To help balance out this flaw in the film’s non-ape character would be the beautiful work by the film’s cinematographer in Andrew Lesnie. He has always been well-known for beautiful, majestic panoramic shot of the world as he had demonstrated in Jackson’s Lord of the Rings trilogy. He does the same for this film as we see some beautiful shots of the Muir Redwood forest, of San Francisco’s skyline and in the climactic battle on the Golden Gate Bridge. The city of San Francisco and it’s iconic red-hued bridge and the surrounding area has never been shot as gorgeous as Lesnie has done with his DP work on this film.

Even with some of the characters in the film being underwritten the film succeeds through Rupert Wyatt’s direction which keeps the film moving efficiently, but also bringing out the emotional content of the film’s script in an organic way. Film has always been about manipulating the audience’s  emotions. It’s when a director does so and make it seem normal is when such manipulation doesn’t come through for those watching to feel. Then add to this Serkis’ exceptional work as Caesar with some major digital artistry from the folks over at WETA Digital and Rise of the Planet of the Apes does rise above it’s B-movie foundation into something that should live beyond the summer and for years to come.
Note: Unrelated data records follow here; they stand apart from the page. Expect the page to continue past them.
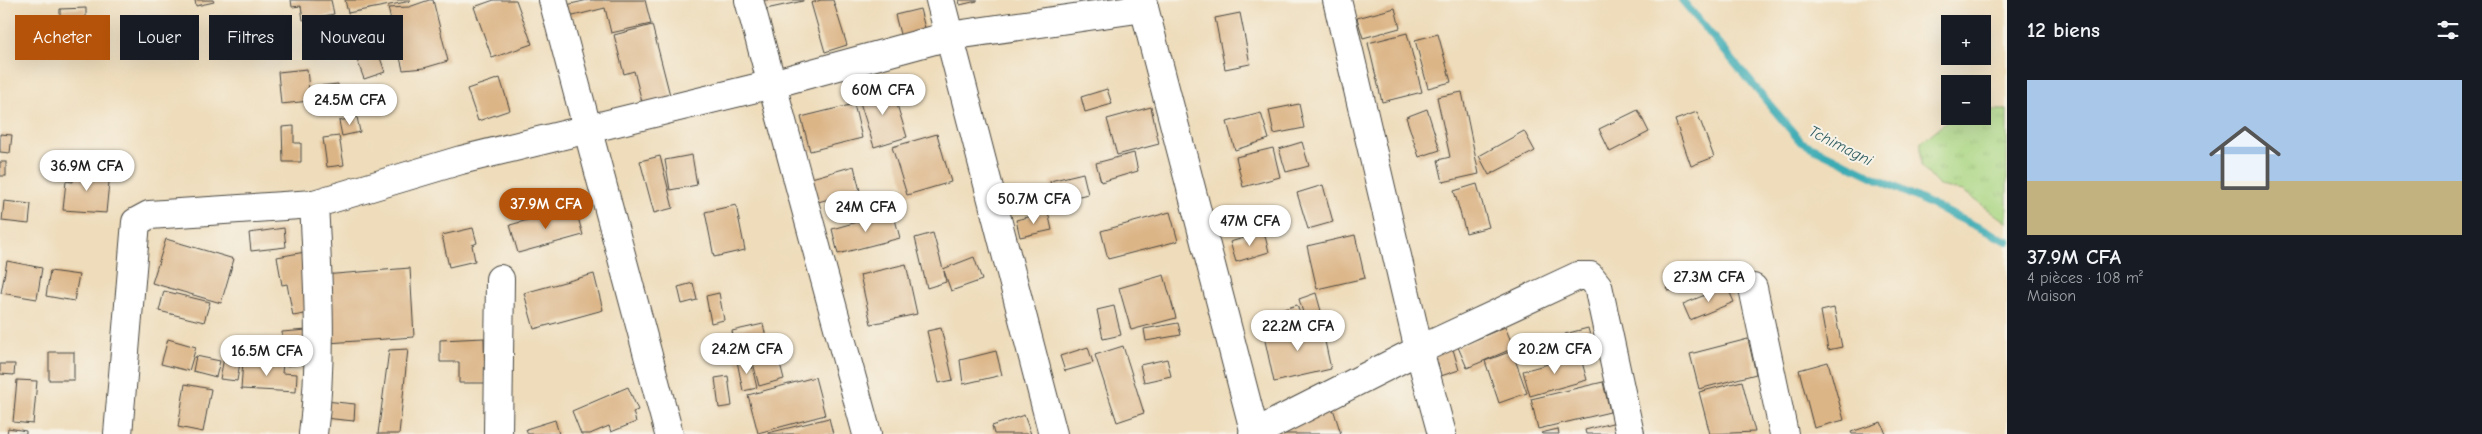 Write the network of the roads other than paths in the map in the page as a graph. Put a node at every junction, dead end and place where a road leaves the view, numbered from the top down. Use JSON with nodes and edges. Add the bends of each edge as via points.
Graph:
{"nodes":[{"id":1,"x":554,"y":0,"type":"edge"},
{"id":2,"x":749,"y":0,"type":"edge"},
{"id":3,"x":940,"y":0,"type":"edge"},
{"id":4,"x":1337,"y":0,"type":"edge"},
{"id":5,"x":1143,"y":4,"type":"edge"},
{"id":6,"x":949,"y":36,"type":"junction"},
{"id":7,"x":772,"y":84,"type":"junction"},
{"id":8,"x":588,"y":129,"type":"junction"},
{"id":9,"x":314,"y":204,"type":"junction"},
{"id":10,"x":500,"y":279,"type":"dead end"},
{"id":11,"x":1752,"y":288,"type":"dead end"},
{"id":12,"x":1419,"y":350,"type":"junction"},
{"id":13,"x":118,"y":434,"type":"edge"},
{"id":14,"x":313,"y":434,"type":"edge"},
{"id":15,"x":498,"y":434,"type":"edge"},
{"id":16,"x":669,"y":434,"type":"edge"},
{"id":17,"x":867,"y":434,"type":"edge"},
{"id":18,"x":1053,"y":434,"type":"edge"},
{"id":19,"x":1255,"y":434,"type":"edge"},
{"id":20,"x":1442,"y":434,"type":"edge"},
{"id":21,"x":1630,"y":434,"type":"edge"},
{"id":22,"x":1784,"y":434,"type":"edge"}],
"edges":[{"from":1,"to":8,"type":"street"},
{"from":2,"to":7,"type":"street"},
{"from":3,"to":6,"type":"street"},
{"from":4,"to":12,"type":"street"},
{"from":5,"to":6,"type":"street"},
{"from":5,"to":19,"type":"street"},
{"from":6,"to":7,"type":"street"},
{"from":6,"to":18,"type":"street"},
{"from":7,"to":8,"type":"street"},
{"from":7,"to":17,"type":"street"},
{"from":8,"to":9,"type":"street","via":[[461,160]]},
{"from":8,"to":16,"type":"street"},
{"from":9,"to":13,"type":"street","via":[[149,214],[136,222]]},
{"from":9,"to":14,"type":"street","via":[[320,312],[318,396]]},
{"from":10,"to":15,"type":"street"},
{"from":11,"to":22,"type":"street"},
{"from":12,"to":19,"type":"street"},
{"from":12,"to":20,"type":"street"},
{"from":12,"to":21,"type":"street","via":[[1578,276],[1590,276],[1598,286]]}]}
Rise of the Planet of the Apes does a great job and a long way towards wiping off the bad taste left behind by Tim Burton’s failed attempt to remake the franchise. We didn’t need something exotic and idiosyncratic to give the franchise a fresh breath of life. It seems all it needed was a very good story, some exceptional work from Andy Serkis and WETA Digital and a filmmaker knowing how to tell the story in a natural fashion and not fall into the temptation to go into shock and awe to tell it. Rise of the Planet of the Apes is a film that could stand-alone, but it does something that many trying to create film franchises never seem to do right: it makes people want to see what happens next in the lives of Caesar and his apes.